Work out how many lines of the records hold the string "Parade", and reply with that number alone.
++++++++++++++++++++
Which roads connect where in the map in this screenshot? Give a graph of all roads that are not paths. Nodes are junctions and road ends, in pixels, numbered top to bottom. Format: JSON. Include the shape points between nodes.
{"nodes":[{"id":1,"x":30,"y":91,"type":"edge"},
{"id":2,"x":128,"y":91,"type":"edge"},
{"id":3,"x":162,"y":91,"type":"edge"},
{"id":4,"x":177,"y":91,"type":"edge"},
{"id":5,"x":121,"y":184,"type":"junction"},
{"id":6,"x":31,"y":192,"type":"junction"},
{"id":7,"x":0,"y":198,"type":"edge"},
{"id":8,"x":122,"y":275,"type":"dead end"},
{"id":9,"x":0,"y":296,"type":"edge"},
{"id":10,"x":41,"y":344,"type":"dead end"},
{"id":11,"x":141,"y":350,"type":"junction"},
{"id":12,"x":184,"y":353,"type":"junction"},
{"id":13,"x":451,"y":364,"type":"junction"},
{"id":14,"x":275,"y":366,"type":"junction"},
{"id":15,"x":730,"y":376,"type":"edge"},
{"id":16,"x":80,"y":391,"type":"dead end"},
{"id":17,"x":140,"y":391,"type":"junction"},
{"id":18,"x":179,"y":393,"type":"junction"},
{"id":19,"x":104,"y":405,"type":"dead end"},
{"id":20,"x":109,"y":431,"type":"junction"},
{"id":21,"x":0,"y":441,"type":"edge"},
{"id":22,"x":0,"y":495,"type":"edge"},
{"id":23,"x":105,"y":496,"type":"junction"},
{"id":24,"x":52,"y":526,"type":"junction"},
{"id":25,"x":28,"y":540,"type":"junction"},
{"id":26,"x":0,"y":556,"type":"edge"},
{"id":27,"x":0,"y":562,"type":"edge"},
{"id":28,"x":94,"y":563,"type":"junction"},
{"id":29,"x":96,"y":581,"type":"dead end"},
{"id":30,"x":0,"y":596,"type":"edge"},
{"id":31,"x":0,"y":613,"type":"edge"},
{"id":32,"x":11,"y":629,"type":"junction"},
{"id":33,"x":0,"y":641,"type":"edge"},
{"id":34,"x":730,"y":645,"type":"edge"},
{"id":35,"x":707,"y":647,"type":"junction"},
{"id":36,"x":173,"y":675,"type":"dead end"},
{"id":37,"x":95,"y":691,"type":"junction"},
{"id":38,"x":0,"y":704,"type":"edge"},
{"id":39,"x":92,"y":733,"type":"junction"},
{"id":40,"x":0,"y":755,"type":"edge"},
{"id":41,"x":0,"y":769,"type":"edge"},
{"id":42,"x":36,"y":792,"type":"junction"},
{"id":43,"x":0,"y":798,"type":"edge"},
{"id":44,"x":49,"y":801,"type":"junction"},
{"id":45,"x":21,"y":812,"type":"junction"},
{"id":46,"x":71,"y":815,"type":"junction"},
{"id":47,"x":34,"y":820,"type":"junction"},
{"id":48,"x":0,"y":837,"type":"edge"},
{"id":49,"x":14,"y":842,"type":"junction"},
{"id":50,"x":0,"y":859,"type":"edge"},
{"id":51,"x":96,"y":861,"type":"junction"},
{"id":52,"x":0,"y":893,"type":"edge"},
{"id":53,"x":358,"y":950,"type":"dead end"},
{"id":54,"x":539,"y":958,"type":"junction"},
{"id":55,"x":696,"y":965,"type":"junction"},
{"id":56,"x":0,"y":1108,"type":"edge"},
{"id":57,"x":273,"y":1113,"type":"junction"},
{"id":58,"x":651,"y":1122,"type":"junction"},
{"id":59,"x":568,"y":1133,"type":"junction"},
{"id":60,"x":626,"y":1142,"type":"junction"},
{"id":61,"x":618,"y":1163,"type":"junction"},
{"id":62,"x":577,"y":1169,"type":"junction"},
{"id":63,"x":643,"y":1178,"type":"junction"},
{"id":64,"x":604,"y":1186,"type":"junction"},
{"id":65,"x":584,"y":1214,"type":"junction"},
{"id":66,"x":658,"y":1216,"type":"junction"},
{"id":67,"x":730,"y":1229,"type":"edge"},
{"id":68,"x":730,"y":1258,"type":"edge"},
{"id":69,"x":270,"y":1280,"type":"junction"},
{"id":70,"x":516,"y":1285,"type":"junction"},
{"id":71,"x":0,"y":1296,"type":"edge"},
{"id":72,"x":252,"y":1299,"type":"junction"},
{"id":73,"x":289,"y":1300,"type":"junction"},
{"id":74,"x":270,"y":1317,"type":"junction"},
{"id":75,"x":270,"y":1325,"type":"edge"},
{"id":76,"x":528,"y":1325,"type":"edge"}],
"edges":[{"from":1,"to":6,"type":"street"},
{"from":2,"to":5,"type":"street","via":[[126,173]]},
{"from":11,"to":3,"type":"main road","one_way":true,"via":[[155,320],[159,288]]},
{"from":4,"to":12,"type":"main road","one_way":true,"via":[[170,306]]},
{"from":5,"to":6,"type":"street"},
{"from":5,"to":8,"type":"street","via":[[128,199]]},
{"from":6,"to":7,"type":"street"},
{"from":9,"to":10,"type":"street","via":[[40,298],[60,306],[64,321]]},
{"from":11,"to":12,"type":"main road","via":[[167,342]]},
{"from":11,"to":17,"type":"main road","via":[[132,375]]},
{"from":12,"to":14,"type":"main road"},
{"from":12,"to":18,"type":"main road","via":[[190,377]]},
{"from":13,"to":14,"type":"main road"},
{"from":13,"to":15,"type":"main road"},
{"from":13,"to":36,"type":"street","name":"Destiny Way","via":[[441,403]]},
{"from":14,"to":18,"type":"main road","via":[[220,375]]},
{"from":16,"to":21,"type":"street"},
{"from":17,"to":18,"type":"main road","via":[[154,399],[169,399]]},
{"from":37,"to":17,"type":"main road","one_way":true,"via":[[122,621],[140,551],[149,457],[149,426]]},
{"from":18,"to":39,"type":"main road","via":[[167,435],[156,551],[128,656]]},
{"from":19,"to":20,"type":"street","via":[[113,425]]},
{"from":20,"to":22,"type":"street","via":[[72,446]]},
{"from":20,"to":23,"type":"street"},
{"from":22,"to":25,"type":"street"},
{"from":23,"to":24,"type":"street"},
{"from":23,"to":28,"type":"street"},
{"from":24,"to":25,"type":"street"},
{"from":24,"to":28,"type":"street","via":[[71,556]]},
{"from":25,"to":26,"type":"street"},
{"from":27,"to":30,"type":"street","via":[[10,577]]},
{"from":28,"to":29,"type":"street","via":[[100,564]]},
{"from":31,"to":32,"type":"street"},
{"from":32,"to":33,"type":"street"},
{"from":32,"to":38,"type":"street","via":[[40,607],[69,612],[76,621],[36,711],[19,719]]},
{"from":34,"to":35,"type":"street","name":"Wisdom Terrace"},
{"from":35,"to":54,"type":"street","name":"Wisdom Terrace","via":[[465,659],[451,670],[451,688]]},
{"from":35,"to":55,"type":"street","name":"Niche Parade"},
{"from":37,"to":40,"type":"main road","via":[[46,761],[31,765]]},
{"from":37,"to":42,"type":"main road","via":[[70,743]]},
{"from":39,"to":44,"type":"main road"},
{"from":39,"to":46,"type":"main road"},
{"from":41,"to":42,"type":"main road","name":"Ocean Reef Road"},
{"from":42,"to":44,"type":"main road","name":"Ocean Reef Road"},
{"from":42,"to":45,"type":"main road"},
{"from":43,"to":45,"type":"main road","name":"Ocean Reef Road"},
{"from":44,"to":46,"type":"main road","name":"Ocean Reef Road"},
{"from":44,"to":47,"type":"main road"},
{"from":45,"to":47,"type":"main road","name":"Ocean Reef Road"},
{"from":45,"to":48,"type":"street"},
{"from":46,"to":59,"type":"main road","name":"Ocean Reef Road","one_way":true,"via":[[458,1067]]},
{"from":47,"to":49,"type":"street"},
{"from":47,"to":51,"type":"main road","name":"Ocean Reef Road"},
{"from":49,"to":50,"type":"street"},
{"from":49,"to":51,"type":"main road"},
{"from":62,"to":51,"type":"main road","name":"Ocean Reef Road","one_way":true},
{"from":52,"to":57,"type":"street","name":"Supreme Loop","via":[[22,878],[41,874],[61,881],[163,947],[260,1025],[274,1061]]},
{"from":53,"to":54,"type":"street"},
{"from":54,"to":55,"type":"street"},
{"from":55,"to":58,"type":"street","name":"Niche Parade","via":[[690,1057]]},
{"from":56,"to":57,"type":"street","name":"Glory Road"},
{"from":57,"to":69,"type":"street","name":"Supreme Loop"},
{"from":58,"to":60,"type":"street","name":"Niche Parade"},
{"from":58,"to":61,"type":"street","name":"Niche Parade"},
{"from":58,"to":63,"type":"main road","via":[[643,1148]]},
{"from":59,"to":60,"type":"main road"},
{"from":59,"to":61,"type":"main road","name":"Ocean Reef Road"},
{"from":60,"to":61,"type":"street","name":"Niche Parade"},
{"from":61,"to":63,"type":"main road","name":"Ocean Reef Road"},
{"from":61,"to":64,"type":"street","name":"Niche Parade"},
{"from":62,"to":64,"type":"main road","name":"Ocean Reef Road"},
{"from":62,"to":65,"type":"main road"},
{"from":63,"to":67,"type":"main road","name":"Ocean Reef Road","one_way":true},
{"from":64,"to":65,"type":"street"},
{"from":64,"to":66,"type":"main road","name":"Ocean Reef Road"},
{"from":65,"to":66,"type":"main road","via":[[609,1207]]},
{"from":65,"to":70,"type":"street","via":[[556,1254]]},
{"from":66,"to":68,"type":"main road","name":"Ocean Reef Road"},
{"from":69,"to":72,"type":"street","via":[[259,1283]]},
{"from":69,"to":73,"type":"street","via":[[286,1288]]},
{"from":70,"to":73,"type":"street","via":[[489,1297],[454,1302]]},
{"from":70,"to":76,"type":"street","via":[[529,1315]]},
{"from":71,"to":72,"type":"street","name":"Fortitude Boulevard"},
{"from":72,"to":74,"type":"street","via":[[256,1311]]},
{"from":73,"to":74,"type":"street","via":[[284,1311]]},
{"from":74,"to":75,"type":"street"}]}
++++++++++++++++++++
== WRITTEN RESPONSE ==
6